AST:Audio Spectrogram Transformer_第1张图片

0. Abstract

该文发表于Interspeech2021。
进来,CNN网络作为主要模块,广泛应用于端到端的语音分类模型中,旨在学习从音频频谱图到对应标签的直接映射。为了更好地捕获远距离全局依赖性(上下文),最近的发展趋势是在CNN之上增加自注意力机制,形成CNN-注意力混合模型。但是,目前尚不清楚单独的使用CNN模型或者注意力网络模型就足以在音频分类中获得良好的性能。
本文的主要工作就是提出了首个无卷积、 单纯基于注意力机制的音频分类模型(借鉴ViT那套做法),本文在多个音频分类任务上进行了评测,均实现了SOTA性能。

1. Introduction

本文提出了AST: Audio Spectrogram Transformer, a convolution-free, purely attention-based model。
AST模型的优势:

  • AST模型在多个分类任务和数据集上获得了最佳性能;
  • AST支持可变长度的输入,并且可以在不改变网络架构的情况下应用于不同的任务;
  • 与当前性能最好的CNN-attention混合模型相比,AST具有更简单的架构,更少的参数量,在训练中收敛更快。

2. Audio spectrogram transformer

2.1 Model architecture

AST:Audio Spectrogram Transformer_第2张图片
图1展示了AST网络架构,首先将t秒时长的语音片段转换为128维的log梅尔谱特征,采用Hamming窗,窗长25ms,hop_size为10ms。得到大小为128 X 100t的谱图,输入到AST中。之后,将谱图分割成N个大小为16 X 16的patches,在时间和频率维度上的重叠打下为6,得到 N = 12 ⌈ ( 100 t − 16 ) / 10 ⌉ N=12 \lceil (100t-16)/10 \rceil N=12(100t16)/10。本文通过线性映射层,将16X16的patch 展平为大小为768的一维embedding特征,此外,本文增加了一个可训练的位置编码特征(大小同样是768)到每一个patch embedding上,使得其能获得二维音频谱图的空间结构信息。

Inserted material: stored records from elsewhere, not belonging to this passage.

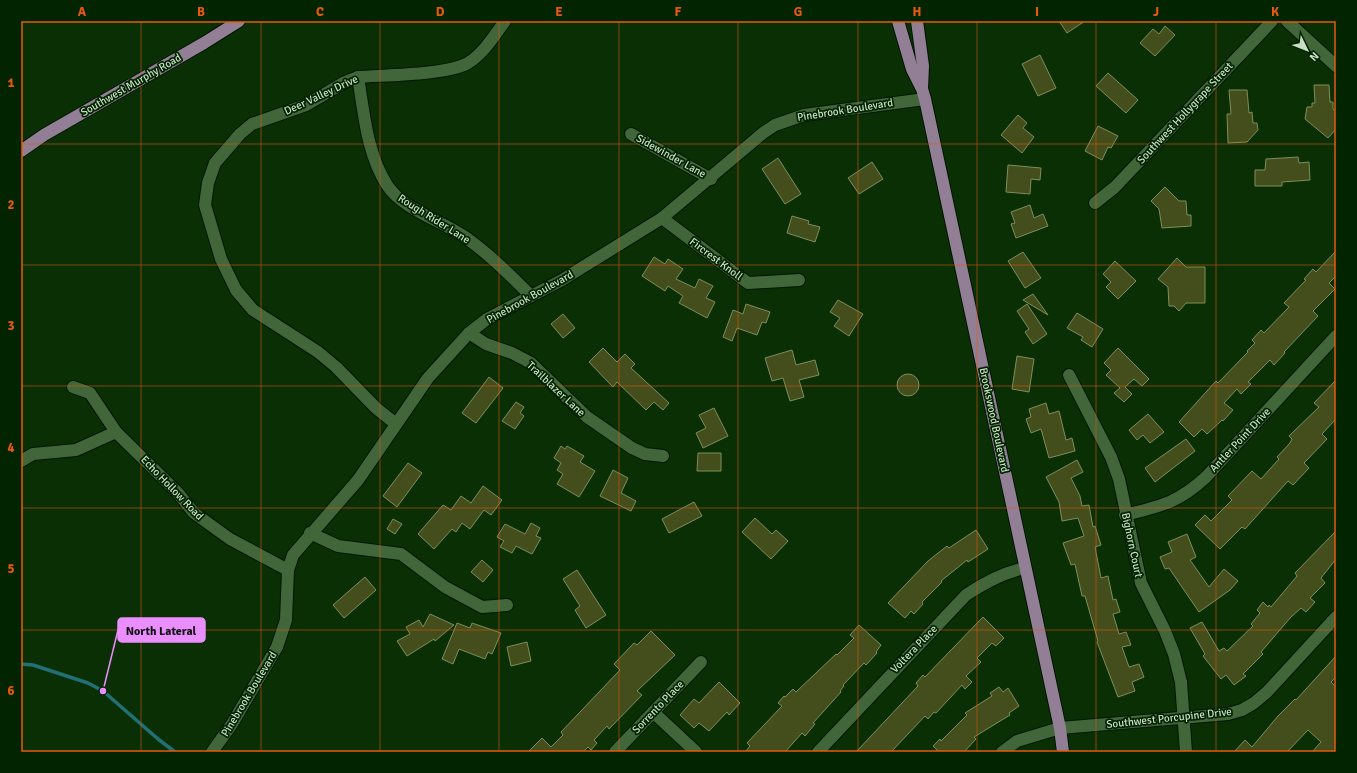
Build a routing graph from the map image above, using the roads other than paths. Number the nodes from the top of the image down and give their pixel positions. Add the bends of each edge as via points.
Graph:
1 (505, 21) edge
2 (898, 21) edge
3 (917, 21) edge
4 (1272, 21) edge
5 (1287, 21) edge
6 (236, 22) edge
7 (1336, 66) edge
8 (358, 77) junction
9 (923, 94) junction
10 (631, 134) dead end
11 (22, 150) edge
12 (711, 178) junction
13 (1095, 203) dead end
14 (662, 218) junction
15 (800, 280) dead end
16 (531, 296) junction
17 (469, 334) junction
18 (1336, 336) edge
19 (1069, 375) dead end
20 (73, 387) dead end
21 (396, 424) junction
22 (116, 432) junction
23 (663, 456) dead end
24 (21, 460) edge
25 (1125, 515) junction
26 (310, 533) junction
27 (1025, 568) junction
28 (288, 570) junction
29 (507, 604) dead end
30 (1336, 618) edge
31 (701, 662) dead end
32 (653, 712) junction
33 (1185, 718) junction
34 (1060, 728) junction
35 (212, 752) edge
36 (615, 752) edge
37 (696, 752) edge
38 (818, 752) edge
39 (1002, 752) edge
40 (1063, 752) edge
41 (1186, 752) edge

1 - 8 street, Deer Valley Drive via 487,46 468,62 451,70
2 - 9 main road, Brookswood Boulevard via 912,69
3 - 9 main road, Brookswood Boulevard via 923,66
4 - 13 street, Southwest Hollygrape Street via 1116,187
5 - 7 street
6 - 11 main road, Southwest Murphy Road
8 - 16 street, Rough Rider Lane via 372,147 380,172 388,186 396,196 408,204 465,237
8 - 21 street, Deer Valley Drive via 306,105 252,124 240,134 215,164 208,183 205,205 221,258 236,290 253,310 318,352
9 - 12 street, Pinebrook Boulevard via 788,120 763,133
9 - 27 main road, Brookswood Boulevard
10 - 12 street, Sidewinder Lane
12 - 14 street, Pinebrook Boulevard
14 - 15 street, Fircrest Knoll via 748,283
14 - 16 street, Pinebrook Boulevard via 596,260
16 - 17 street, Pinebrook Boulevard via 487,319
17 - 21 street, Pinebrook Boulevard via 428,378
17 - 23 street, Trailblazer Lane via 531,363 587,417 632,448 645,454
18 - 25 street, Antler Point Drive via 1193,489 1179,499
19 - 25 street, Bighorn Court via 1111,457 1119,480
20 - 22 street, Echo Hollow Road via 90,393
21 - 26 street, Pinebrook Boulevard via 358,480
22 - 24 street via 76,450 33,454
22 - 28 street, Echo Hollow Road via 178,493 194,513 230,539
25 - 33 street, Bighorn Court via 1140,582 1165,630 1174,654 1181,682
26 - 28 street, Pinebrook Boulevard via 293,555
26 - 29 street via 344,548 402,554 445,587 482,607
27 - 34 main road, Brookswood Boulevard
27 - 38 street, Voltera Place via 987,581 966,595
28 - 35 street, Pinebrook Boulevard via 286,620 277,647 232,724
30 - 33 street, Southwest Porcupine Drive via 1254,703 1228,714
31 - 32 street, Sorrento Place
32 - 36 street, Sorrento Place
32 - 37 street
33 - 34 street, Southwest Porcupine Drive
33 - 41 street, Bighorn Court
34 - 39 street, Southwest Porcupine Drive via 1017,741
34 - 40 main road, Brookswood Boulevard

本文在序列的开始位置增加了一个[CLS]标记,特征信息输入到Transformer中。AST中仅仅使用encoder部分,用于分类任务。Transformer的网络模型架构可以参照【Attention is all you need】这篇经典论文,本文的transformer的embedding维度为768,包含12层,12个头。transformer的输出用做音频频谱图的特征表示,其经过带有sigmoid激活的线性层将音频谱图映射到用于分类的标签。

2.2 ImageNet Pretraining

transformer方法相对CNNs架构方法的劣势是,前者需要更多的数据进行训练。论文【11】的作者提到,Transformer方法在图像分类任务中,只有当数据量超过1400万时才开始优于CNN模型。但是语音数据集通常没有如此巨大的规模,因此,本文尝试将跨模态迁移学习应用于AST,因为图像和音频频谱图具有相似的格式。从视觉任务到音频任务的迁移工作已经有很多【23, 24, 25, 8】,但都是基于CNN模型,其中经过与训练的ImageNet CNN网络参数用于对语音分类的CNN网络模型参数进行初始化。本文尝试将off-the-shelf(现成的)预训练ViT模型用于AST。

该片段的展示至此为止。